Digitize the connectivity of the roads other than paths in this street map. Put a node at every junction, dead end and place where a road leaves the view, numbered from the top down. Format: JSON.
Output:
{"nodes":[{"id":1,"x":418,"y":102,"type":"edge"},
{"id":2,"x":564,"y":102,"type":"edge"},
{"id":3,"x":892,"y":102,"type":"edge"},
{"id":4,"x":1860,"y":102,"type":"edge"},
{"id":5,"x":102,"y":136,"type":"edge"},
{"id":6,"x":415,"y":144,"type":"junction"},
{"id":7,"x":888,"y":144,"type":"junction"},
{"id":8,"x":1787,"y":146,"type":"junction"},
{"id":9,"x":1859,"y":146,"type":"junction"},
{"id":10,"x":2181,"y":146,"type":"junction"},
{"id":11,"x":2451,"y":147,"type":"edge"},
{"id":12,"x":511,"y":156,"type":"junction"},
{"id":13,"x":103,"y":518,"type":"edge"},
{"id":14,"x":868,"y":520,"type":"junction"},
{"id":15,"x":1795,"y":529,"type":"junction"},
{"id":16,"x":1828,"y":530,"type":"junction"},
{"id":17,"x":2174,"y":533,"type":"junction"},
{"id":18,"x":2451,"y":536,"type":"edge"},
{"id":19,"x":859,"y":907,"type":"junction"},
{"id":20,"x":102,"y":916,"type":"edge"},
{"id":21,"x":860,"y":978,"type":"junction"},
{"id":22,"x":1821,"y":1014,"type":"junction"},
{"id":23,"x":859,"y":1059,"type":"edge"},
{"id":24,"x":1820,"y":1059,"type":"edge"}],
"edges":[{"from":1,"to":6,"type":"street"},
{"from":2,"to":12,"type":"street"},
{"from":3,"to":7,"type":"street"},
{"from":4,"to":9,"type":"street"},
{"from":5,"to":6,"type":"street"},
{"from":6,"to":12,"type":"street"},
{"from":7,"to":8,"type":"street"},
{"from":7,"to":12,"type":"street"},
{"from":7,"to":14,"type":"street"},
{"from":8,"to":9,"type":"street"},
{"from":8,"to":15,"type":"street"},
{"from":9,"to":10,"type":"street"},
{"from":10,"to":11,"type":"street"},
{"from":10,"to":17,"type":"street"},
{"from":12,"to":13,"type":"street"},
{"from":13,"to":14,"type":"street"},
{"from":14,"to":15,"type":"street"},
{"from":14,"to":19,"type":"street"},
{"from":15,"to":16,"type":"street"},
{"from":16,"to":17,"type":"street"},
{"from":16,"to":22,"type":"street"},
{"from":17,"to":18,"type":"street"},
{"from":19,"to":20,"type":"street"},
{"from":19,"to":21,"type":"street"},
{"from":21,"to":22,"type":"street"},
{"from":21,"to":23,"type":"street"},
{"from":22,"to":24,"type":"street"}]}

⁂

INSTRUCTIONS FOR THE TASK - Reprint the entries above in full, exactly as they are.

RESULT -
Digitize the connectivity of the roads other than paths in this street map. Put a node at every junction, dead end and place where a road leaves the view, numbered from the top down. Format: JSON.
Output:
{"nodes":[{"id":1,"x":418,"y":102,"type":"edge"},
{"id":2,"x":564,"y":102,"type":"edge"},
{"id":3,"x":892,"y":102,"type":"edge"},
{"id":4,"x":1860,"y":102,"type":"edge"},
{"id":5,"x":102,"y":136,"type":"edge"},
{"id":6,"x":415,"y":144,"type":"junction"},
{"id":7,"x":888,"y":144,"type":"junction"},
{"id":8,"x":1787,"y":146,"type":"junction"},
{"id":9,"x":1859,"y":146,"type":"junction"},
{"id":10,"x":2181,"y":146,"type":"junction"},
{"id":11,"x":2451,"y":147,"type":"edge"},
{"id":12,"x":511,"y":156,"type":"junction"},
{"id":13,"x":103,"y":518,"type":"edge"},
{"id":14,"x":868,"y":520,"type":"junction"},
{"id":15,"x":1795,"y":529,"type":"junction"},
{"id":16,"x":1828,"y":530,"type":"junction"},
{"id":17,"x":2174,"y":533,"type":"junction"},
{"id":18,"x":2451,"y":536,"type":"edge"},
{"id":19,"x":859,"y":907,"type":"junction"},
{"id":20,"x":102,"y":916,"type":"edge"},
{"id":21,"x":860,"y":978,"type":"junction"},
{"id":22,"x":1821,"y":1014,"type":"junction"},
{"id":23,"x":859,"y":1059,"type":"edge"},
{"id":24,"x":1820,"y":1059,"type":"edge"}],
"edges":[{"from":1,"to":6,"type":"street"},
{"from":2,"to":12,"type":"street"},
{"from":3,"to":7,"type":"street"},
{"from":4,"to":9,"type":"street"},
{"from":5,"to":6,"type":"street"},
{"from":6,"to":12,"type":"street"},
{"from":7,"to":8,"type":"street"},
{"from":7,"to":12,"type":"street"},
{"from":7,"to":14,"type":"street"},
{"from":8,"to":9,"type":"street"},
{"from":8,"to":15,"type":"street"},
{"from":9,"to":10,"type":"street"},
{"from":10,"to":11,"type":"street"},
{"from":10,"to":17,"type":"street"},
{"from":12,"to":13,"type":"street"},
{"from":13,"to":14,"type":"street"},
{"from":14,"to":15,"type":"street"},
{"from":14,"to":19,"type":"street"},
{"from":15,"to":16,"type":"street"},
{"from":16,"to":17,"type":"street"},
{"from":16,"to":22,"type":"street"},
{"from":17,"to":18,"type":"street"},
{"from":19,"to":20,"type":"street"},
{"from":19,"to":21,"type":"street"},
{"from":21,"to":22,"type":"street"},
{"from":21,"to":23,"type":"street"},
{"from":22,"to":24,"type":"street"}]}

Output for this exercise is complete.